- Exercise directions -
Look through the listing and report every line that has "nodes" in it.

- Data for processing -
· · · · ·

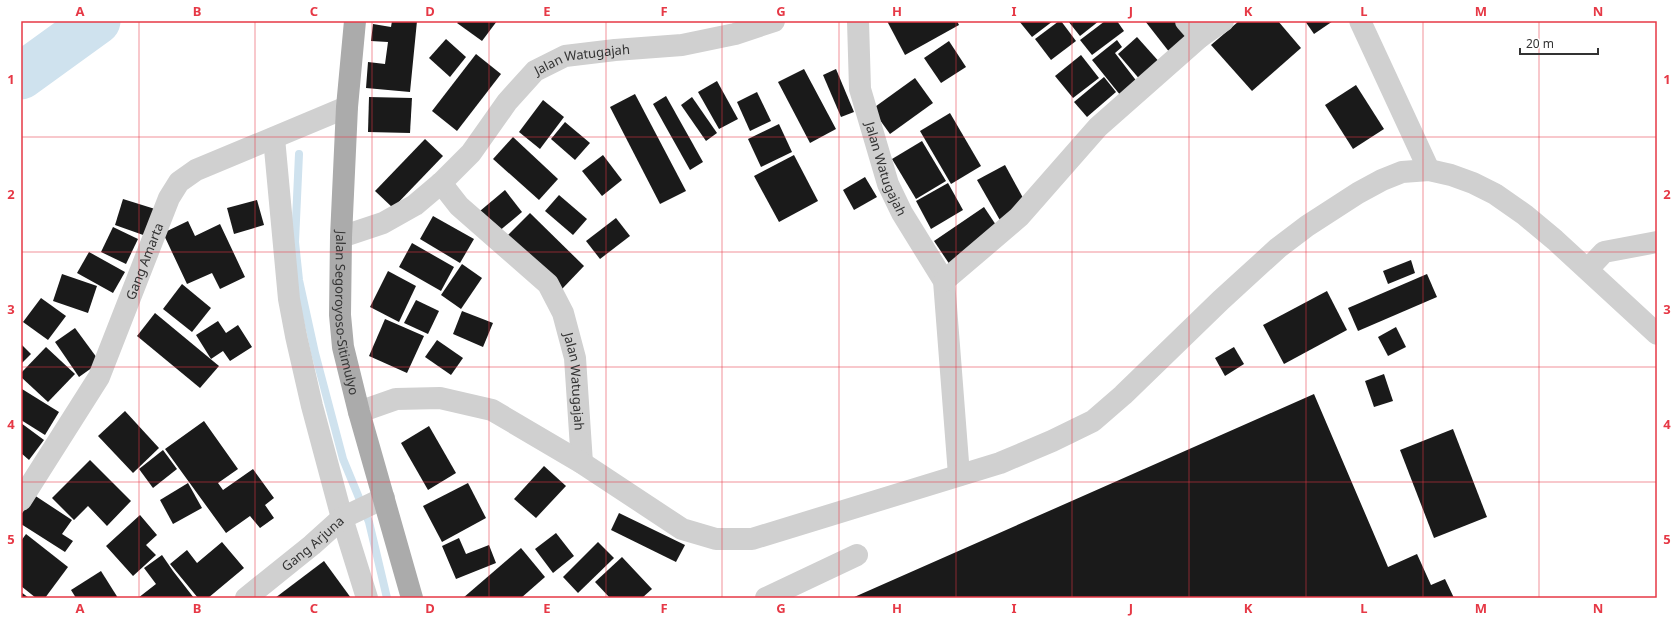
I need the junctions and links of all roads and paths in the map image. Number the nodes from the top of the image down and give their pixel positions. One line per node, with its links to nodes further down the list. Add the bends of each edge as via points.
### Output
1 (355, 21): 8 (main road, Jalan Segoroyoso-Sitimulyo)
2 (774, 21): 11 (street, Jalan Watugajah, via 735,34 682,45 565,56 535,70 507,102 471,153)
3 (858, 21): 15 (street, Jalan Watugajah, via 860,89 888,184 902,213)
4 (1186, 21): 7 (street)
5 (1223, 21): 7 (street)
6 (1360, 21): 10 (street)
7 (1200, 37): 15 (street, via 1098,127 1019,217)
8 (347, 107): 9 (street, Gang Amarta); 12 (main road, Jalan Segoroyoso-Sitimulyo)
9 (274, 138): 21 (street, Gang Amarta, via 196,170 179,182 169,198 99,377); 22 (street, via 289,299 312,406)
10 (1429, 170): 14 (street, via 1474,182 1495,194 1525,215); 19 (street, via 1402,172 1382,180 1307,226 1278,248 1093,421 1000,463)
11 (441, 183): 12 (street, Jalan Watugajah, via 415,205 383,223); 18 (street, Jalan Watugajah, via 459,206 548,284 564,313 575,358)
12 (342, 237): 17 (main road, Jalan Segoroyoso-Sitimulyo, via 340,315 343,347)
13 (1657, 242): 14 (street, via 1604,252)
14 (1588, 269): 16 (street)
15 (944, 281): 19 (street)
16 (1657, 334)
17 (359, 412): 18 (street, via 396,399 440,398 492,410); 20 (main road, Jalan Segoroyoso-Sitimulyo)
18 (582, 463): 19 (street, via 682,529 716,539 752,539)
19 (960, 475)
20 (384, 498): 22 (street, Gang Arjuna); 26 (main road, Jalan Segoroyoso-Sitimulyo)
21 (21, 500)
22 (342, 518): 24 (street, Gang Arjuna); 25 (street)
23 (857, 555): 27 (street)
24 (246, 598)
25 (367, 598)
26 (412, 598)
27 (766, 598)

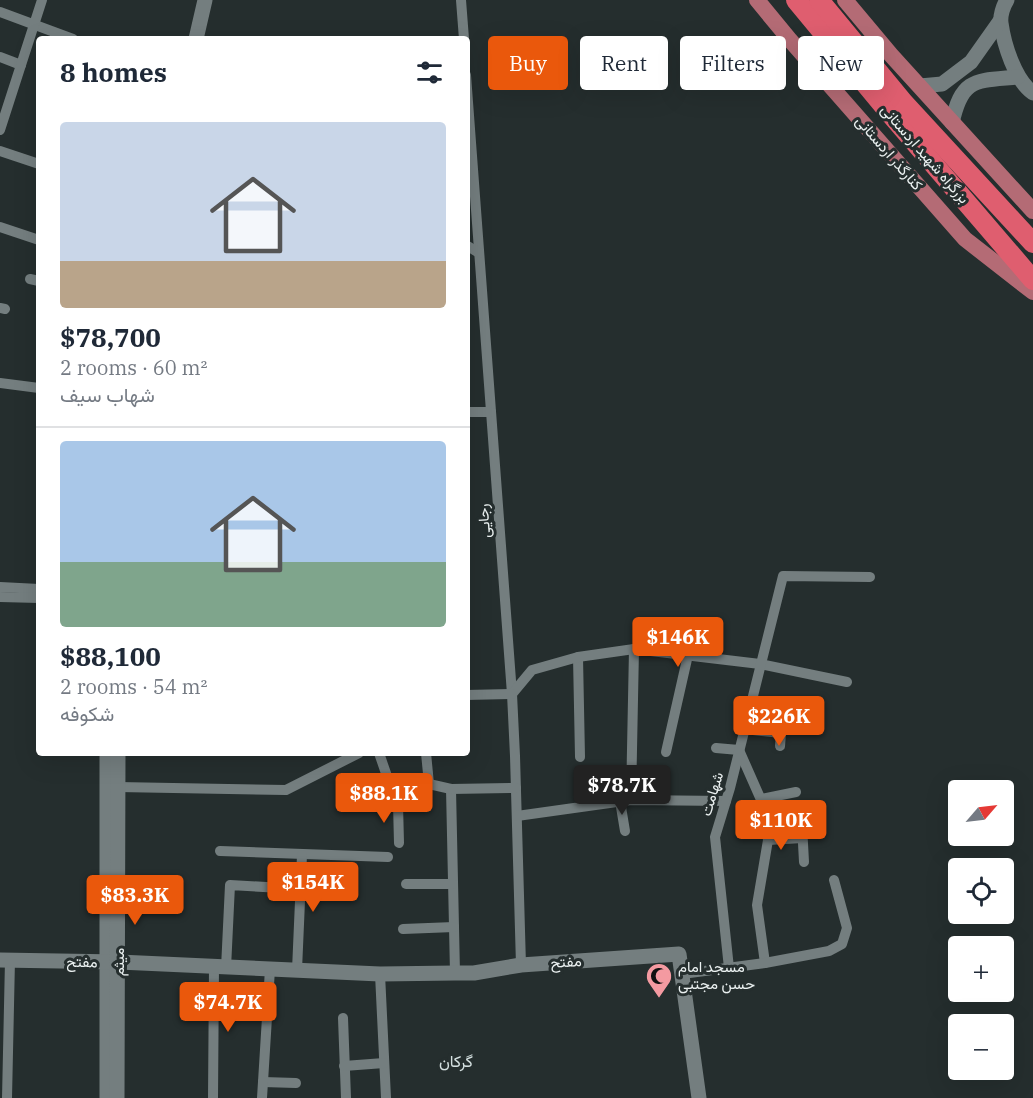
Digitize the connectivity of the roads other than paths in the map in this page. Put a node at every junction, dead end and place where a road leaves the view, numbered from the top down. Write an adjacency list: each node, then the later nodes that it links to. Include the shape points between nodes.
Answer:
1 (42, 0): 12 (street)
2 (195, 0): 14 (street)
3 (205, 0): 15 (street)
4 (461, 0): 16 (street)
5 (757, 0): 35 (main road, کنارگذر اردستانی, via 964,239)
6 (796, 0): 34 (highway, بزرگراه شهید اردستانی)
7 (819, 0): 31 (highway, بزرگراه شهید اردستانی, via 904,103)
8 (845, 0): 20 (main road)
9 (1007, 0): 11 (street)
10 (0, 12): 12 (street)
11 (1000, 21): 19 (street); 20 (street, via 971,62 942,84)
12 (34, 24): 13 (street); 18 (street)
13 (65, 36)
14 (189, 36)
15 (197, 36)
16 (464, 36)
17 (0, 57): 18 (street)
18 (21, 65): 22 (street)
19 (1018, 77): 21 (street); 23 (street, via 980,80 965,90 957,101)
20 (920, 86): 23 (main road)
21 (1033, 93)
22 (2, 117): 24 (street)
23 (952, 123): 28 (main road)
24 (0, 130)
25 (0, 151): 26 (street)
26 (36, 163)
27 (470, 180): 33 (street, رجایی)
28 (1033, 212)
29 (0, 227): 30 (street)
30 (36, 239)
31 (1033, 243)
32 (470, 247): 33 (street)
33 (479, 253): 39 (street, رجایی)
34 (1033, 280)
35 (1033, 292)
36 (0, 383): 37 (street)
37 (36, 388)
38 (470, 411): 39 (street)
39 (491, 412): 50 (street, رجایی)
40 (870, 577): 48 (street, شهامت, via 783,576)
41 (0, 587): 42 (street)
42 (36, 589)
43 (0, 597): 44 (street)
44 (36, 598)
45 (634, 649): 46 (street); 47 (street); 72 (street)
46 (688, 655): 48 (street); 58 (street)
47 (578, 657): 50 (street, via 532,670); 64 (street)
48 (760, 664): 49 (street); 53 (street, شهامت)
49 (847, 682)
50 (512, 694): 51 (street); 68 (street, رجایی)
51 (470, 696)
52 (782, 720): 54 (street)
53 (744, 729): 54 (street); 57 (street, شهامت)
54 (781, 733): 55 (street)
55 (780, 746)
56 (716, 748): 57 (street)
57 (739, 750): 71 (street); 73 (street, شهامت)
58 (666, 752)
59 (107, 756): 91 (street, میثم)
60 (118, 756): 67 (street, میثم)
61 (353, 756): 67 (street, via 286,790)
62 (380, 756): 65 (street)
63 (426, 756): 66 (street)
64 (580, 756)
65 (389, 782): 66 (street); 79 (street, via 398,804)
66 (429, 784): 69 (street)
67 (118, 787): 91 (street, میثم)
68 (516, 788): 69 (street); 74 (street, رجایی)
69 (451, 789): 86 (street)
70 (796, 792): 71 (street)
71 (761, 799): 78 (street)
72 (626, 801): 73 (street); 74 (street); 76 (street)
73 (726, 801): 95 (street, شهامت, via 715,837)
74 (517, 816): 93 (street, رجایی)
75 (802, 825): 77 (street)
76 (626, 831)
77 (802, 838): 78 (street); 83 (street)
78 (768, 840): 92 (street, via 757,905)
79 (399, 843)
80 (220, 851): 81 (street)
81 (302, 855): 82 (street); 87 (street)
82 (388, 857)
83 (804, 862)
84 (834, 880): 92 (street, via 847,928 842,944 828,951)
85 (406, 884): 86 (street)
86 (453, 884): 88 (street)
87 (300, 889): 94 (street, via 231,885); 97 (street)
88 (454, 927): 89 (street); 98 (street)
89 (403, 929)
90 (5, 960): 91 (street, مفتح); 106 (street)
91 (113, 962): 94 (street, مفتح); 107 (street, میثم); 108 (street, میثم)
92 (765, 963): 95 (street)
93 (521, 965): 98 (street, مفتح); 100 (street, مفتح, via 679,954)
94 (220, 968): 96 (street, مفتح); 109 (street)
95 (729, 968): 100 (street)
96 (270, 969): 97 (street, مفتح); 104 (street)
97 (297, 970): 99 (street, مفتح)
98 (455, 973): 99 (street, مفتح)
99 (380, 974): 102 (street)
100 (682, 974): 113 (street)
101 (343, 1017): 103 (street)
102 (384, 1063): 103 (street); 112 (street)
103 (344, 1066): 111 (street)
104 (262, 1082): 105 (street); 110 (street)
105 (296, 1083)
106 (7, 1098)
107 (107, 1098)
108 (117, 1098)
109 (213, 1098)
110 (262, 1098)
111 (346, 1098)
112 (386, 1098)
113 (699, 1098)

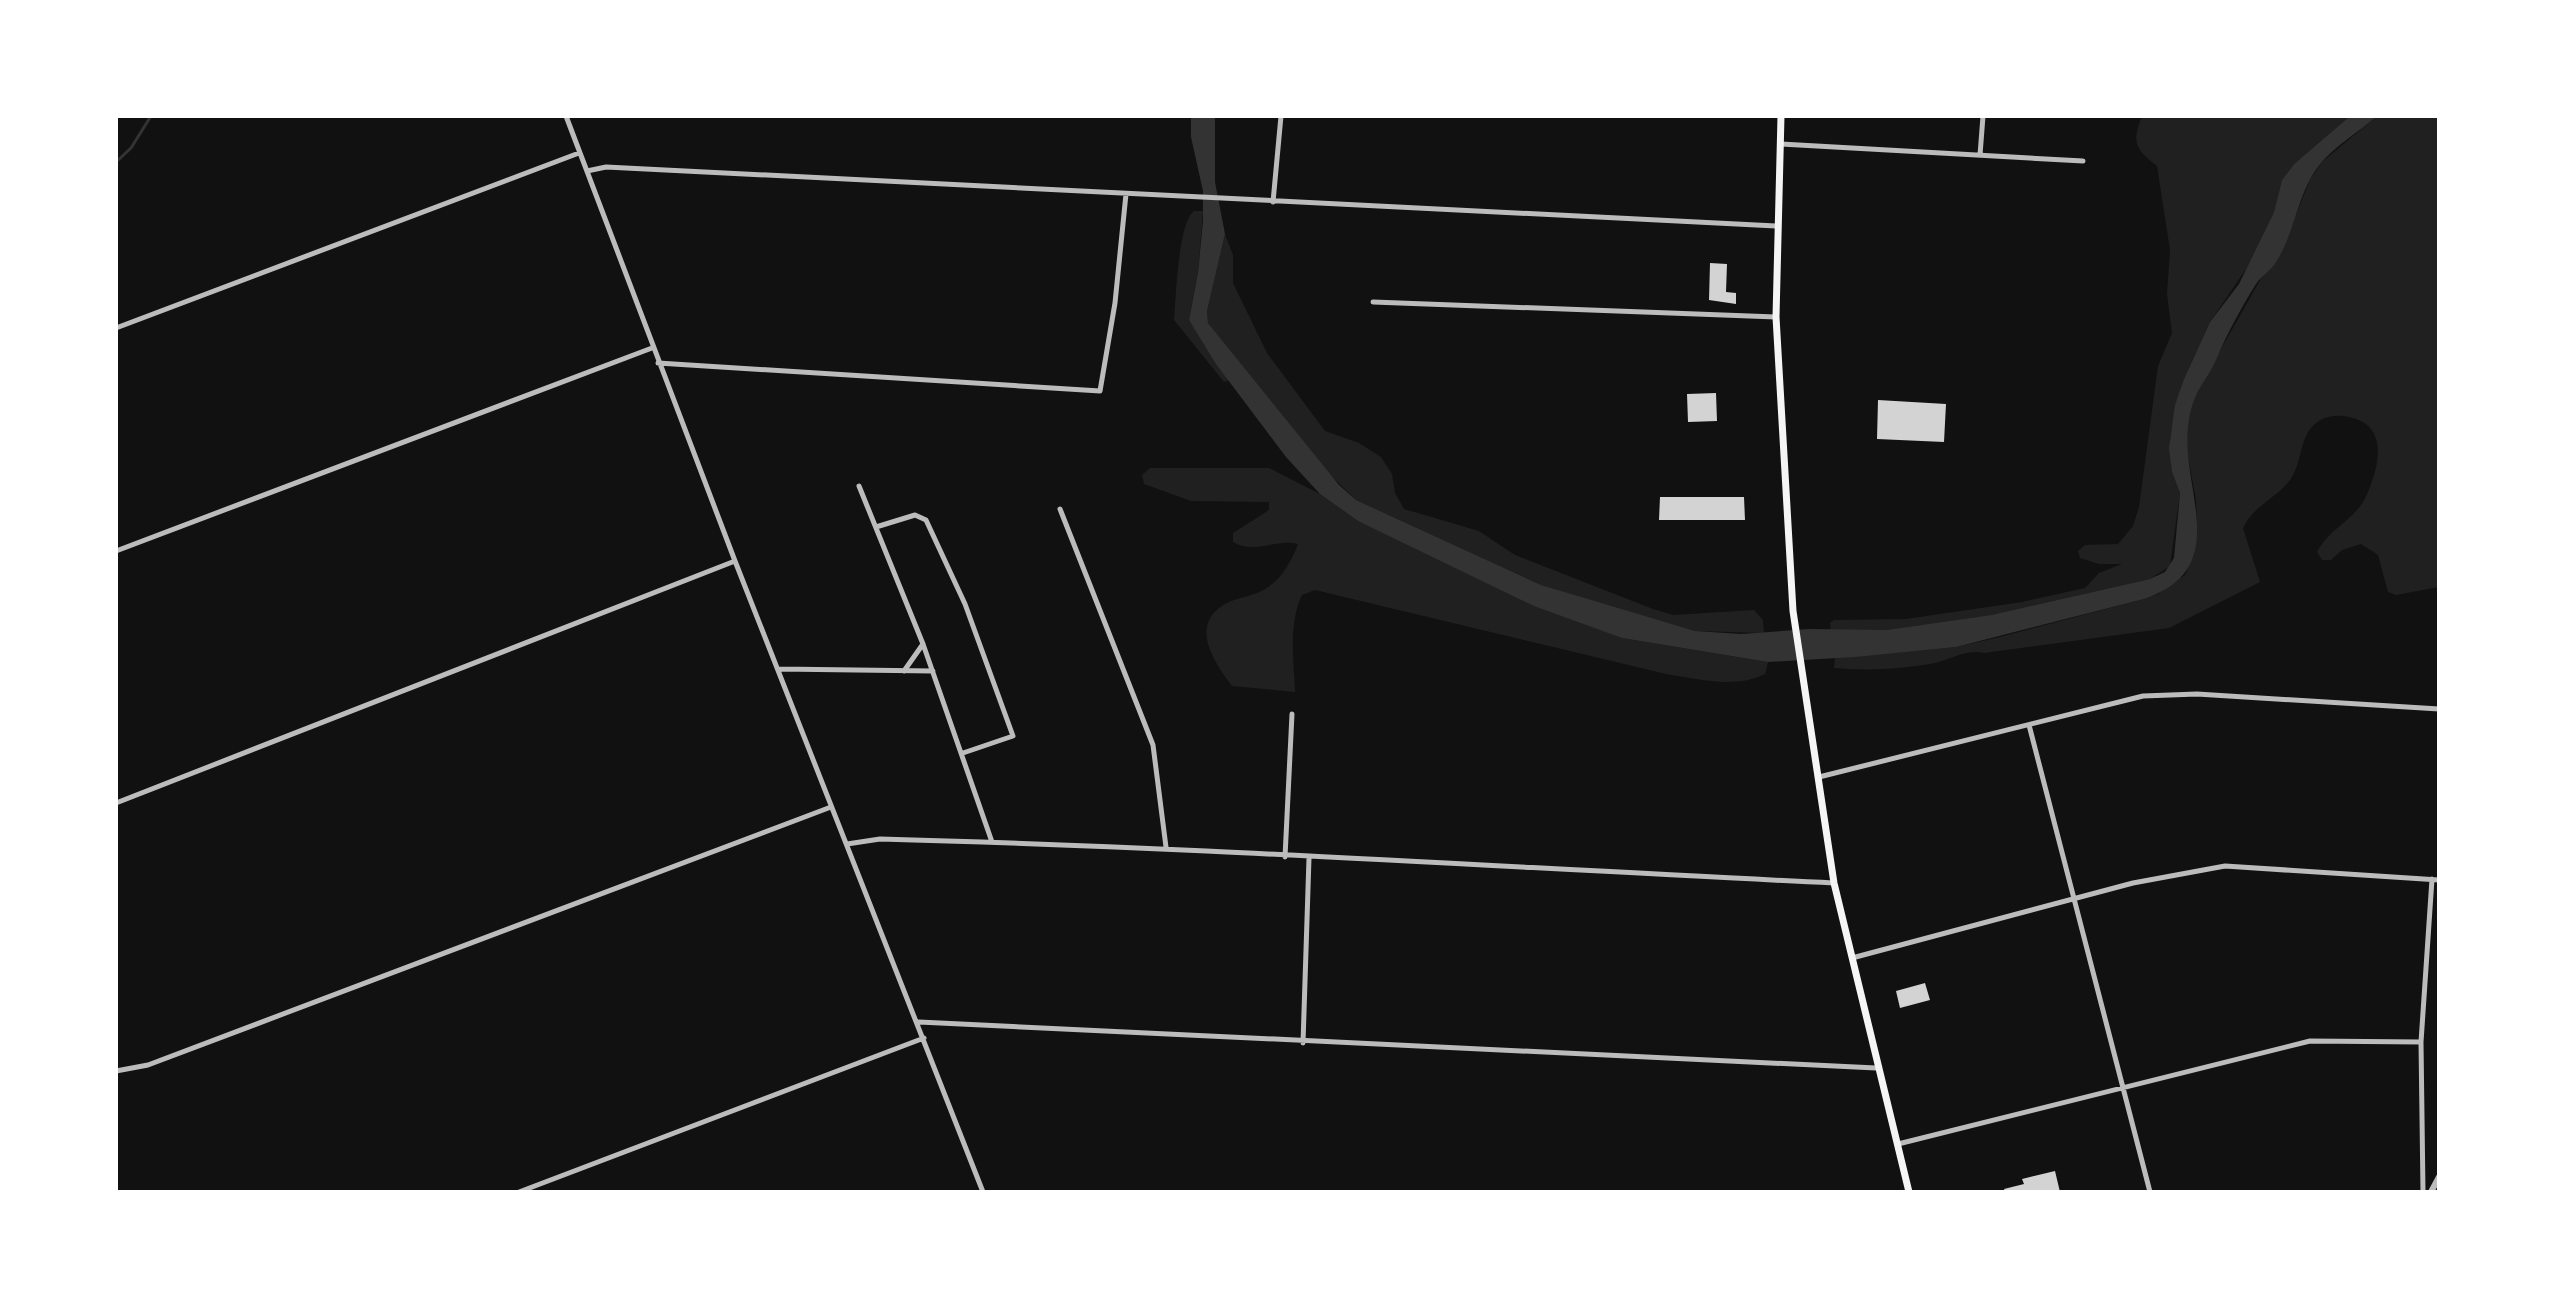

· · · · ·

- Output -
I need the junctions and links of all roads and paths in the map image. Number the nodes from the top of the image down and give their pixel positions. One line per node, with its links to nodes further down the list. Add the bends of each edge as via points.
Digitize the connectivity of the roads other than paths in the map in this page. Put a node at every junction, dead end and place where a road leaves the view, numbered from the top down. Write an adjacency list: each node, then the later nodes that it links to. Include the shape points between nodes.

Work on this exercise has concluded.